Viagem a Roma – Na tarde do anúncio da canonização de madre Paulina, Iza Bruna, hoje com nove anos, jogava bingo com os amigos, na casa da avó, num modesto conjunto habitacional de Rio Branco. Aparentemente alheia ao entra-e-sai de parentes e conhecidos, ela estava preocupada com a viagem que fará em breve. Enquanto todos comemoravam o anúncio papal, Iza Bruna procurava localizar num mapa a cidade de Roma. É que em 19 de maio, quando a santidade da religiosa será oficializada, ela receberá a primeira comunhão das mãos do papa João Paulo II. “Não sei como vai ser quando as aulas começarem. Antes, todo mundo já me pedia santinho. Imagine agora!”, conta.

Naquela mesma tarde, mais de 500 pessoas acorreram à Capela Sagrada Família, na Congregação das Irmãzinhas da Imaculada Conceição, no bairro do Ipiranga, em São Paulo. Madre Paulina vivia lá quando, na esteira de um desentendimento pouco esclarecido, acabou afastada da congregação. Durante quase dez anos, ela cuidou de um asilo em Bragança Paulista, no interior de São Paulo, mas sua saúde foi aos poucos se debilitando, principalmente por causa da diabete que a acometia. Ao retornar à capital, estava cega, perdera o polegar direito e em seguida todo o braço. A religiosa, que escolhera adotar o nome “Agonizante” por acreditar que os doentes eram a imagem de Jesus, jamais reclamou do infortúnio. “Jesus me pediu primeiro o dedo. Depois o braço. Mas eu sou toda dele. Por que negar?”, comentava, segundo registros da congregação. Aos 77 anos, madre Paulina morreu em São Paulo, no dia 9 de julho de 1942.

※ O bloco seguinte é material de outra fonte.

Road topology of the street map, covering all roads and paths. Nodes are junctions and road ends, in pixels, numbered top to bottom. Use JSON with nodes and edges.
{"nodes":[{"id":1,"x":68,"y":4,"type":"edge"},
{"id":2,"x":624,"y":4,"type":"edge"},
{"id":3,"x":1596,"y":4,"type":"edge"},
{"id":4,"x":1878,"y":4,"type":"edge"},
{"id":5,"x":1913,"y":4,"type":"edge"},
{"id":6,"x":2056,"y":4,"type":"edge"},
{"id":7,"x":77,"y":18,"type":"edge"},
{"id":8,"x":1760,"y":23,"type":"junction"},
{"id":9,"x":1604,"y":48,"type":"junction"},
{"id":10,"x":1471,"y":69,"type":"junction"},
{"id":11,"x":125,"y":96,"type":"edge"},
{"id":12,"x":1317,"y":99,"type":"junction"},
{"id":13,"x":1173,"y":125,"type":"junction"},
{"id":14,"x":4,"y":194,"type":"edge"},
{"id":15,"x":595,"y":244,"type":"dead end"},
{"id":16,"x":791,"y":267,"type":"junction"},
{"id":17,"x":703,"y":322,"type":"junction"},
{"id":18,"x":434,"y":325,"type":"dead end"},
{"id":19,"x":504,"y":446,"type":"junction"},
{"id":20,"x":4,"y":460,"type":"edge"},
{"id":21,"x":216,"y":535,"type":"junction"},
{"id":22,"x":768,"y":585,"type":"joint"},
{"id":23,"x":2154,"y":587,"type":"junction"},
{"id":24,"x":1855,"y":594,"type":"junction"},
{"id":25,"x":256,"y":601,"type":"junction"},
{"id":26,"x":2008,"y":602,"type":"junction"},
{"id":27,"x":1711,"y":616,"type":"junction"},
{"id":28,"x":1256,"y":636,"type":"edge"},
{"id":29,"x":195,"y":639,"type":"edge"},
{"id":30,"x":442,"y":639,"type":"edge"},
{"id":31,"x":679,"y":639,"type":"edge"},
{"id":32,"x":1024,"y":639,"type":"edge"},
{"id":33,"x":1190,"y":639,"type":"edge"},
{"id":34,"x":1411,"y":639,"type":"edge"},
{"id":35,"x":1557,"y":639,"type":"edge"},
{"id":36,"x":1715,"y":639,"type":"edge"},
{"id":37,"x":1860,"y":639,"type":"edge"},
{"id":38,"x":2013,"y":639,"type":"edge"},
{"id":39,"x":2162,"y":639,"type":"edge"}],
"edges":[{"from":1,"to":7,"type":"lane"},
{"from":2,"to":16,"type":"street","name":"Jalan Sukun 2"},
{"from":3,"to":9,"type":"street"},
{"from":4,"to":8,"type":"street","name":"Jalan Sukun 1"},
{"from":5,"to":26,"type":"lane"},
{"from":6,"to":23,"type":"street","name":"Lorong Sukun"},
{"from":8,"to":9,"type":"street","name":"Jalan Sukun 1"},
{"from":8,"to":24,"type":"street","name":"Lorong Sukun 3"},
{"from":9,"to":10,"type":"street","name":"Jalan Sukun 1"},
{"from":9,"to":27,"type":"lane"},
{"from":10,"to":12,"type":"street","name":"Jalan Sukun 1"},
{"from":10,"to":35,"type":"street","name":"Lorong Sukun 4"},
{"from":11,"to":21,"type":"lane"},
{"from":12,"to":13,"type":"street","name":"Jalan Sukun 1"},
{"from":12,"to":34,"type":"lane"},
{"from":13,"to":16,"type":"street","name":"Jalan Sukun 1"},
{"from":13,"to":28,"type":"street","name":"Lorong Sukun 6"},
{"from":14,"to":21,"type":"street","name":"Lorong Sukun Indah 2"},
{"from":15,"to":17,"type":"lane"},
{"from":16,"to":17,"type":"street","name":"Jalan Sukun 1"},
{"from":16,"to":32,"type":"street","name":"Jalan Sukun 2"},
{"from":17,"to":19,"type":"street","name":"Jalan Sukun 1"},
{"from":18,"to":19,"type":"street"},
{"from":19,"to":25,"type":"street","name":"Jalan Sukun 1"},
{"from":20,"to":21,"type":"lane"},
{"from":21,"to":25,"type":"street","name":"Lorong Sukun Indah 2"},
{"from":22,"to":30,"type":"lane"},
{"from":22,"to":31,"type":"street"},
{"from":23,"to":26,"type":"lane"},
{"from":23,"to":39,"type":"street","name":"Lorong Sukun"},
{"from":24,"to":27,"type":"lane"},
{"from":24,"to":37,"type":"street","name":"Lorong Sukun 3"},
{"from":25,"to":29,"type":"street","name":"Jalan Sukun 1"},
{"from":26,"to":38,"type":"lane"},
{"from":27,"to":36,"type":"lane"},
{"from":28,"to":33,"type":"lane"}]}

Seguidores – Desde 1991, quando o Vaticano reconheceu o primeiro milagre de madre Paulina, a legião de fiéis em torno da religiosa só tem aumentado (leia reportagem na pág. 52). Na última semana, a Igreja Católica no Brasil já começou a se preparar para algo bem maior. O movimento em uma das mais tradicionais indústrias de imagens religiosas do País, a Artesanato Costa, que fica na cidade de Mafra, em Santa Catarina, reflete a atual popularização de madre Paulina. O diretor de vendas Antônio Hack Netto conta que o telefone não parou de tocar depois do anúncio da canonização. São lojas de todo o Brasil, encomendando réplicas da imagem feita originalmente a pedido do santuário de Nova Trento. “Em dois dias, vendemos mais imagens de madre Paulina do que nos últimos cinco anos”, contabiliza Hack Netto.